INPUT RECORDS:
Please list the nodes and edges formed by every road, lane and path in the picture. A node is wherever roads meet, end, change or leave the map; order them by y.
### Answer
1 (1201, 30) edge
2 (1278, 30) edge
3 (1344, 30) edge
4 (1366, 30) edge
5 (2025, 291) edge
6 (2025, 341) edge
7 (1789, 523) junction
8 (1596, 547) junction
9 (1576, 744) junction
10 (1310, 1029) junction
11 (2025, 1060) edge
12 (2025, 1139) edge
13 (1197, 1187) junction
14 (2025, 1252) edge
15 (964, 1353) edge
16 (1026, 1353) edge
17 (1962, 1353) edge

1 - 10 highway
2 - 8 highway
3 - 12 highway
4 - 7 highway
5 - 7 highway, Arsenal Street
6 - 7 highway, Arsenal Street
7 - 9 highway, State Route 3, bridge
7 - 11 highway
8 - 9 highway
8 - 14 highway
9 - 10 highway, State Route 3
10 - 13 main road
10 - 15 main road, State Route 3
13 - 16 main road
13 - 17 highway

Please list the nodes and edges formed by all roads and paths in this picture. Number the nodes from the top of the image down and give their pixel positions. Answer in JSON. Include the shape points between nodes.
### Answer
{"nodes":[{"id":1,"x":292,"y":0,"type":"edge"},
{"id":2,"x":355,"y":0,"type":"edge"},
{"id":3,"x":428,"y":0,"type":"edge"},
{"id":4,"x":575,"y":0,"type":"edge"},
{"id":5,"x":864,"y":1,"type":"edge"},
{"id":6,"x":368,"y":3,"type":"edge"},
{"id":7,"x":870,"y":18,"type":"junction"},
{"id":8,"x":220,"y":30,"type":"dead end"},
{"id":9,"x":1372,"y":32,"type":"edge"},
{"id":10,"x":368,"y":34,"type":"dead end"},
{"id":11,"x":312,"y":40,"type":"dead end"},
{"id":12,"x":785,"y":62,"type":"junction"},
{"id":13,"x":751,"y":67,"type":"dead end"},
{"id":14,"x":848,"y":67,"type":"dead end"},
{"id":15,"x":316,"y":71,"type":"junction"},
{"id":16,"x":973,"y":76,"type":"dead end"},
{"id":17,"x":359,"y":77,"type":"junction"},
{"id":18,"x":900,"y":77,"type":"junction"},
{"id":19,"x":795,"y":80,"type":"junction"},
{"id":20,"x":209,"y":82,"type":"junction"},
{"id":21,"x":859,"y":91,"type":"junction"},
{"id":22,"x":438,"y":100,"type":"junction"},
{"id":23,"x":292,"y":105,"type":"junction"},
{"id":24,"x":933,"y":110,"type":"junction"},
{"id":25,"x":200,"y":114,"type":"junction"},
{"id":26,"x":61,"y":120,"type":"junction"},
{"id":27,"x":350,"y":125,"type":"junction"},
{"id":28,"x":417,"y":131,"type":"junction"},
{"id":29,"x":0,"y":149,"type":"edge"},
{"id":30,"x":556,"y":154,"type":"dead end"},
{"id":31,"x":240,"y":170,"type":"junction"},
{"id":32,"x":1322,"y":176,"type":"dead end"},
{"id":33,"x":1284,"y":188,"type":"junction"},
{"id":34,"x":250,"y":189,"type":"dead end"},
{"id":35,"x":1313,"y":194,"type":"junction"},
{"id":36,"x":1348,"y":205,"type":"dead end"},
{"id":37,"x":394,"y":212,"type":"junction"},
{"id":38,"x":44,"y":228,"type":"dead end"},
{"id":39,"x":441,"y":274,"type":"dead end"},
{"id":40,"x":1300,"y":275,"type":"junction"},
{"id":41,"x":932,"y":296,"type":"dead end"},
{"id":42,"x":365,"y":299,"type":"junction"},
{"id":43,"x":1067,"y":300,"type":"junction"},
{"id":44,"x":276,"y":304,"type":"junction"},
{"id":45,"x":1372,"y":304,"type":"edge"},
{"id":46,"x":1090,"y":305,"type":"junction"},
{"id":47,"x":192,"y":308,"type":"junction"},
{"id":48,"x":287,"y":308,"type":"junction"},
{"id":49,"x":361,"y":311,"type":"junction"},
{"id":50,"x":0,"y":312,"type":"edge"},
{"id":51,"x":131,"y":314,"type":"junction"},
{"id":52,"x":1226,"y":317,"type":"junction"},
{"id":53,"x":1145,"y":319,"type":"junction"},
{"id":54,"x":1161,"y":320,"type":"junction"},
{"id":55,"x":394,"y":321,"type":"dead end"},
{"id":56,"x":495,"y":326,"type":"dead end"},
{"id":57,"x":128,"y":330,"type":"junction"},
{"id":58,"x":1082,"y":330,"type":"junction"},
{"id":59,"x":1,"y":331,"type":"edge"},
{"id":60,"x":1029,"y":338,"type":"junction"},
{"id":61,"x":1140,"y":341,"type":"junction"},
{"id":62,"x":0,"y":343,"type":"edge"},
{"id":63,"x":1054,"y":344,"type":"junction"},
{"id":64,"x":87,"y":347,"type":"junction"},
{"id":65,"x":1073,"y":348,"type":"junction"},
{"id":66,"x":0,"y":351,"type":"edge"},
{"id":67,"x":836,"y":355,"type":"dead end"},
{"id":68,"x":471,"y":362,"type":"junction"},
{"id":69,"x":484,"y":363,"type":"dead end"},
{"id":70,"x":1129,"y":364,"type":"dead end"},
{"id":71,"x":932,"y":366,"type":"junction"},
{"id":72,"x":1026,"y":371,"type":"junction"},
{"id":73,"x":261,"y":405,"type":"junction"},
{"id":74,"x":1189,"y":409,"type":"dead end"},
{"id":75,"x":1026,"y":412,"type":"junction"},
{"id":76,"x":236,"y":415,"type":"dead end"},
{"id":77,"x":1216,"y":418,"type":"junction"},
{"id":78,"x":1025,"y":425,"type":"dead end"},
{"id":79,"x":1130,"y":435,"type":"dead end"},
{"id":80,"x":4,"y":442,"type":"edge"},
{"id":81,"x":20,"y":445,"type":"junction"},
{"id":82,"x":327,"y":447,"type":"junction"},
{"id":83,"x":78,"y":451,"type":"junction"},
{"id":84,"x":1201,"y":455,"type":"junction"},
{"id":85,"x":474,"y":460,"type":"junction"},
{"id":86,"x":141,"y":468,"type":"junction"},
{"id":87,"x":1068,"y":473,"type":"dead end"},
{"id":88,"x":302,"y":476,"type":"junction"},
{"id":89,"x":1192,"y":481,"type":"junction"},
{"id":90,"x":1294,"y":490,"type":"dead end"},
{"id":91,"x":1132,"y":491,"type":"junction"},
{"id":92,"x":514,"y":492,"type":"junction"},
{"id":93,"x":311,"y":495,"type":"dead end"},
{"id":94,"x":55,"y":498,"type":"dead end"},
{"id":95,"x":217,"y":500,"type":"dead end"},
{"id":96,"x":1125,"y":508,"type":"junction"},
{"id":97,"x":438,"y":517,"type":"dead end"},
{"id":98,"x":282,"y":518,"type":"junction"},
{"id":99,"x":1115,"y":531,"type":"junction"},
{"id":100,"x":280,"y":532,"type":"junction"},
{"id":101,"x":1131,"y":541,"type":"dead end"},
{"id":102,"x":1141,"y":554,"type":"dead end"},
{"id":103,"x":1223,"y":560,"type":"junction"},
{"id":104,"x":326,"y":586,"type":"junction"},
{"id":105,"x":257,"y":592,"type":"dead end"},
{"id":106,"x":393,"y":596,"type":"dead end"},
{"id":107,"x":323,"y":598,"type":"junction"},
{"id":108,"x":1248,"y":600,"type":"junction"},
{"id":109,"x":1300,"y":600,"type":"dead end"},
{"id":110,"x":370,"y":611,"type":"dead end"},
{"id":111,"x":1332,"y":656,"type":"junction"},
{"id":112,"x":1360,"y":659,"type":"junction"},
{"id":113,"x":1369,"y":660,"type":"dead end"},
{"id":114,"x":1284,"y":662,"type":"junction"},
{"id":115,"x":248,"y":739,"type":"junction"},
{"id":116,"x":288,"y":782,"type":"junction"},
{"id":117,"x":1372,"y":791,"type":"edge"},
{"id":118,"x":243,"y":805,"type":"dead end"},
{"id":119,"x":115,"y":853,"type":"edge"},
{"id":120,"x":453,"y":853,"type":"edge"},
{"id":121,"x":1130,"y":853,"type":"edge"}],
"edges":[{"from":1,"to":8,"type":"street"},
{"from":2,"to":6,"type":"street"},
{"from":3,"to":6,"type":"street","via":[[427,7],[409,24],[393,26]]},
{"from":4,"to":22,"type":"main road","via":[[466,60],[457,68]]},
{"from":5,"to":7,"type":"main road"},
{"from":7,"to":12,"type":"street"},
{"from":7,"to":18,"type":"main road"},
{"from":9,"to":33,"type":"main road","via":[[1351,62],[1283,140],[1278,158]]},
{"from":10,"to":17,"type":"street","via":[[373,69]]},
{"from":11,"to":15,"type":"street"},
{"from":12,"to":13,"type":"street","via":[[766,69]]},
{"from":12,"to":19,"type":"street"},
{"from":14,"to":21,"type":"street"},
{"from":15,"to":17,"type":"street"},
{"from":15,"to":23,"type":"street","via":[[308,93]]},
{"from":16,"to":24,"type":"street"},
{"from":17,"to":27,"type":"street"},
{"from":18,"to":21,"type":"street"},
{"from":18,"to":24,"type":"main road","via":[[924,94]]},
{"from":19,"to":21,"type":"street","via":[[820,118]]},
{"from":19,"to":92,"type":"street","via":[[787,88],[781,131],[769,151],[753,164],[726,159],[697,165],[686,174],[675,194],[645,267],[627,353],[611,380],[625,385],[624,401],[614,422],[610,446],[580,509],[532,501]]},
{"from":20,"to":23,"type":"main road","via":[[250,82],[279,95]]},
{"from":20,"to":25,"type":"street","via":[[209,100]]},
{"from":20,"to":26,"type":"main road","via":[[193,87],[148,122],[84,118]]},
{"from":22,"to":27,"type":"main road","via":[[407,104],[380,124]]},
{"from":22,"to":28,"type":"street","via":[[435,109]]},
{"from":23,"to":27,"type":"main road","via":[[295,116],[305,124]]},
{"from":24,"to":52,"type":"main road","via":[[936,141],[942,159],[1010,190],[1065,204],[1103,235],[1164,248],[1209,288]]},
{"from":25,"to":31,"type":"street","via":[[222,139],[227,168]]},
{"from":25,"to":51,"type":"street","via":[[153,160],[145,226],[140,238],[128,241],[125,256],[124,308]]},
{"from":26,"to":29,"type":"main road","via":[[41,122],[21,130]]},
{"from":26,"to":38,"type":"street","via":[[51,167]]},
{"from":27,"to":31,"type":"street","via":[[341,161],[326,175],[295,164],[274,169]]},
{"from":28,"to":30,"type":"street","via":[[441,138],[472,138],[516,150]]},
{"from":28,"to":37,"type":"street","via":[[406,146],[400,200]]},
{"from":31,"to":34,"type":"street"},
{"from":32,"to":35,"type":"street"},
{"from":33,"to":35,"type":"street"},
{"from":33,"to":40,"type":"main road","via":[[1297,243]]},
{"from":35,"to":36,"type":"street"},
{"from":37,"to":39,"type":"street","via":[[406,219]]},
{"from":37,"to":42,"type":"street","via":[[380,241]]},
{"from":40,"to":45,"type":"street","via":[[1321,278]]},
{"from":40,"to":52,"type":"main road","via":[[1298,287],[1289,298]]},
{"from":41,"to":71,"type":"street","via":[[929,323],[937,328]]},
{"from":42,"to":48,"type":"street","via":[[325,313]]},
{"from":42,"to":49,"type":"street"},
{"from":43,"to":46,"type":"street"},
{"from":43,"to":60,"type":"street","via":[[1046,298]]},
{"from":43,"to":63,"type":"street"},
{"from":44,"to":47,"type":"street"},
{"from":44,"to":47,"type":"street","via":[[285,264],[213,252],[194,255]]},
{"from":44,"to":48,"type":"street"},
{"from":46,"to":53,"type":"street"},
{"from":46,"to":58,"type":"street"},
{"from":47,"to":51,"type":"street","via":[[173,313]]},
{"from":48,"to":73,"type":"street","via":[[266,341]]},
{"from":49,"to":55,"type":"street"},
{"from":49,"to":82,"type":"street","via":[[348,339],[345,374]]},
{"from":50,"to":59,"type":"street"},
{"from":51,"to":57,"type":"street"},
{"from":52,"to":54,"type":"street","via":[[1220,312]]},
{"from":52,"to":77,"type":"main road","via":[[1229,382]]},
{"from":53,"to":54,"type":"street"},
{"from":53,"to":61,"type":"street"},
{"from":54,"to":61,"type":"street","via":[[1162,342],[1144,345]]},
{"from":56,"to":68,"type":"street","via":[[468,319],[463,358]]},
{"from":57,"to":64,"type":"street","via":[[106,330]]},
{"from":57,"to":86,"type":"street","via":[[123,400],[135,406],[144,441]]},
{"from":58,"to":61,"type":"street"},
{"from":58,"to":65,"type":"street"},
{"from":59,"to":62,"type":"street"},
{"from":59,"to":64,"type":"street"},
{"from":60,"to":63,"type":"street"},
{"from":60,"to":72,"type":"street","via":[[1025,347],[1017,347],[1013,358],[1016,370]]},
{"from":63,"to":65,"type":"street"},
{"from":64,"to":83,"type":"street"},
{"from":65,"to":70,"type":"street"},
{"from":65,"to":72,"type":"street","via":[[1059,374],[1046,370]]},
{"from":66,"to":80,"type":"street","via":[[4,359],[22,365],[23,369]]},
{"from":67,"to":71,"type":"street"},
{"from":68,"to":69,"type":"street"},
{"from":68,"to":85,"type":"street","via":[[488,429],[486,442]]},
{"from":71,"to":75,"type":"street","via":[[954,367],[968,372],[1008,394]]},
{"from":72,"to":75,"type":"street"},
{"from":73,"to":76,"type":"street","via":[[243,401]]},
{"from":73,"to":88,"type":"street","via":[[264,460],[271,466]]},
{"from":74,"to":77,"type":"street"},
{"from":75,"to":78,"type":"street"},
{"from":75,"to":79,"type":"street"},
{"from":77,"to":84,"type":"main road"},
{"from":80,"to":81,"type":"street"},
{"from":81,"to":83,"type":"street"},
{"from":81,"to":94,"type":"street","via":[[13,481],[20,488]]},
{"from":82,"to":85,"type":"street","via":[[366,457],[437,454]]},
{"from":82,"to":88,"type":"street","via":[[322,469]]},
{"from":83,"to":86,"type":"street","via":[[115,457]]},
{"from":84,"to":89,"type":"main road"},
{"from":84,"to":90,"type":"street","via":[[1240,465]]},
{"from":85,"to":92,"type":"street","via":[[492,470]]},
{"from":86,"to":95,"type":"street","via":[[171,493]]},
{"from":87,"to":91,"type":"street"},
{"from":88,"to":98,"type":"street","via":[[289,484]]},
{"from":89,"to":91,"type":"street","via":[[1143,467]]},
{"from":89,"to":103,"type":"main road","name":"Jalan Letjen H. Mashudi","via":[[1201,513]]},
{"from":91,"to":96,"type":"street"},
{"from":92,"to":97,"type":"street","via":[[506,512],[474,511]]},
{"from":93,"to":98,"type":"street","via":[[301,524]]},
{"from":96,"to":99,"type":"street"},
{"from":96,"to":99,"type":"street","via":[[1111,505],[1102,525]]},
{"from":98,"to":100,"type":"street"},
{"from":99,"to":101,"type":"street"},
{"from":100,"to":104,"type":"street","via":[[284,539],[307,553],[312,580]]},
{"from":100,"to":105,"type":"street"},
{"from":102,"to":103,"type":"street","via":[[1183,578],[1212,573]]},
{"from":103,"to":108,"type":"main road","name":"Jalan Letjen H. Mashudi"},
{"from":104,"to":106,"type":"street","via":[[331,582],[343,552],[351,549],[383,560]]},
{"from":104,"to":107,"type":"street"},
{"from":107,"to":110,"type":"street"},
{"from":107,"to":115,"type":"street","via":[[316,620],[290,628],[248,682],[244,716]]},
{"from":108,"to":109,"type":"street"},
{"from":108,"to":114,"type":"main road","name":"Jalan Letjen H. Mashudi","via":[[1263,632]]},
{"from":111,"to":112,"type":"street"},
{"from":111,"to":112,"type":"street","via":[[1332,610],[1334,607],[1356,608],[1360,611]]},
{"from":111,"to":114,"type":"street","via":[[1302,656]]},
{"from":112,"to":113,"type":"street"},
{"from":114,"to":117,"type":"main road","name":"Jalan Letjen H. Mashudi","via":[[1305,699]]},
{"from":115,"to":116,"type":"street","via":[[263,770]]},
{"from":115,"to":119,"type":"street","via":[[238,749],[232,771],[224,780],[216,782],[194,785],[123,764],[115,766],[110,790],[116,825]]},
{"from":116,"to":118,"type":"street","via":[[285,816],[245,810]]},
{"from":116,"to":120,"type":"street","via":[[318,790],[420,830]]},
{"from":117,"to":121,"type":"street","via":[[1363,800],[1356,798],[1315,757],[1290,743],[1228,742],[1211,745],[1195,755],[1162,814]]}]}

EXERCISE DIRECTIONS:
For each line of the entries that contains the word "picture", make a copy.

THE COMPLETED TASK:
Please list the nodes and edges formed by every road, lane and path in the picture. A node is wherever roads meet, end, change or leave the map; order them by y.
Please list the nodes and edges formed by all roads and paths in this picture. Number the nodes from the top of the image down and give their pixel positions. Answer in JSON. Include the shape points between nodes.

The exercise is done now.